Grundsätzlich ist eine Einigung deutlich realistischer, wenn man sich zuvor Hilfe sucht. Dazu zählen einerseits Produkte wie das Konto ohne Schufa und andererseits Schuldnerberatungsstellen. Besonders letztere haben meist enorme Erfahrungen mit Fällen von verschuldeten Personen, die eine außergerichtliche Einigung anstreben. Entsprechend kennen die meisten Berater auch ein paar Kniffe, wie man eine außergerichtliche Einigung eher erreichen kann. Deshalb klappen außergerichtliche Einigungen meistens dann, wenn sich eine Schuldnerberatungsstelle einschaltet und einen klaren Plan vorlegt, wie der Schuldner das Geld zurückzahlt und die Gläubiger das Geld zurückbekommen. Doch auch hier gibt es Hindernisse, denn viele Inkassounternehmen sträuben sich, eine Einigung einzugehen. Zu groß ist für sie der eigene finanzielle Schaden.
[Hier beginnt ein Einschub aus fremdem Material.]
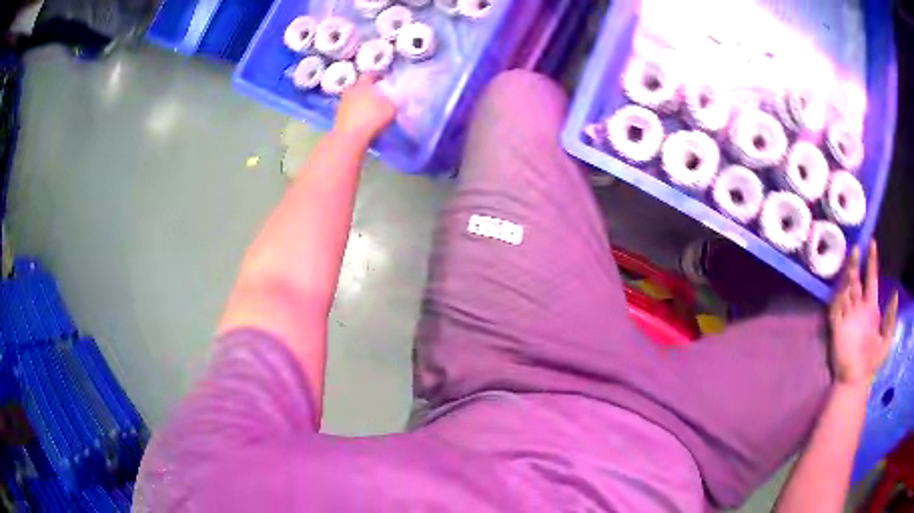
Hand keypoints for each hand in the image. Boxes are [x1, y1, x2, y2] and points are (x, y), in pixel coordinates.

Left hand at [333, 74, 395, 142]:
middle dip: (367, 88)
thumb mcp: (391, 108)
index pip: (370, 74)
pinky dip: (355, 111)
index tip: (384, 79)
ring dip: (360, 100)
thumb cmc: (372, 118)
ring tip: (369, 107)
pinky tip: (362, 117)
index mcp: (363, 84)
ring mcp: (342, 103)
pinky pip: (349, 109)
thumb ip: (394, 101)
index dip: (377, 75)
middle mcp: (351, 90)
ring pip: (353, 97)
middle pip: (360, 85)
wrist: (349, 137)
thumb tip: (396, 98)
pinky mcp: (338, 115)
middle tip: (377, 94)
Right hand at [829, 240, 898, 387]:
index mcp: (870, 308)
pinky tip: (843, 287)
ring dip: (847, 275)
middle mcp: (858, 308)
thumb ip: (890, 318)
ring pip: (845, 289)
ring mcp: (847, 316)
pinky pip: (835, 308)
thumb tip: (894, 293)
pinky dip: (838, 296)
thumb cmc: (873, 362)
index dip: (872, 262)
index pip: (871, 279)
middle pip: (856, 280)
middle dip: (856, 264)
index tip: (872, 243)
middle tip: (856, 247)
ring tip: (851, 260)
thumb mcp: (887, 340)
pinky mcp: (836, 327)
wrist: (857, 381)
Beharren auf volle Rückerstattung

Das Problem für die Inkassounternehmen ist schnell erklärt: Sie vertreten die Forderung eines Gläubigers, der bereits für das Abtreten der Forderung bezahlt wurde oder im Falle einer außergerichtlichen Einigung einen großen Teil seines Anteils zurückerhält. Für das Inkassounternehmen bleibt dagegen meist bei einer außergerichtlichen Einigung fast gar nichts hängen. Meistens holen Inkassounternehmen bei einer solchen Einigung gerade mal die eigenen Kosten wieder rein. Geld verdienen können die Firmen nicht, wenn die Forderung nicht komplett oder zumindest nahezu komplett bedient wird. Auch deshalb ist es für Inkassounternehmen vollkommen unattraktiv, eine außergerichtliche Einigung einzugehen. Das Problem nur: Eigentlich gibt es für die Firmen meist keine Alternative zur außergerichtlichen Einigung, denn bei einer Privatinsolvenz kriegen sie oft noch viel weniger. Eine verzwickte Situation, die oft das Gericht lösen muss.

Gerichtliche Einigung als letzte Lösung

So kann ein Gericht eine Einigung erzwingen, wenn sich ein Schuldner mit einem Konto ohne Schufa und einer Schuldnerberatung einigen will. Voraussetzung dafür ist, dass mehr als die Hälfte aller Schuldner der Einigung zustimmt. Stellen sich dann eines oder wenige Inkassounternehmen quer, kann das Gericht sie überstimmen. Die Einigung tritt dann in Kraft – unabhängig davon, ob die Inkassounternehmen sie akzeptieren. Gelingt auch diese Einigung nicht, muss der Schuldner den schweren Weg in die Privatinsolvenz antreten. Ein Konto ohne Schufa kann zwar auch in dieser helfen, dennoch ist die Insolvenz meist die deutlich unangenehmere Situation als eine (außer-)gerichtliche Einigung. Das gilt übrigens auch für die Gläubiger, die im Rahmen einer Privatinsolvenz meist deutlich weniger bekommen. Erstaunlich, dass die Einigungen trotzdem gar so selten klappen – Inkassounternehmen haben daran sicherlich einen großen Anteil.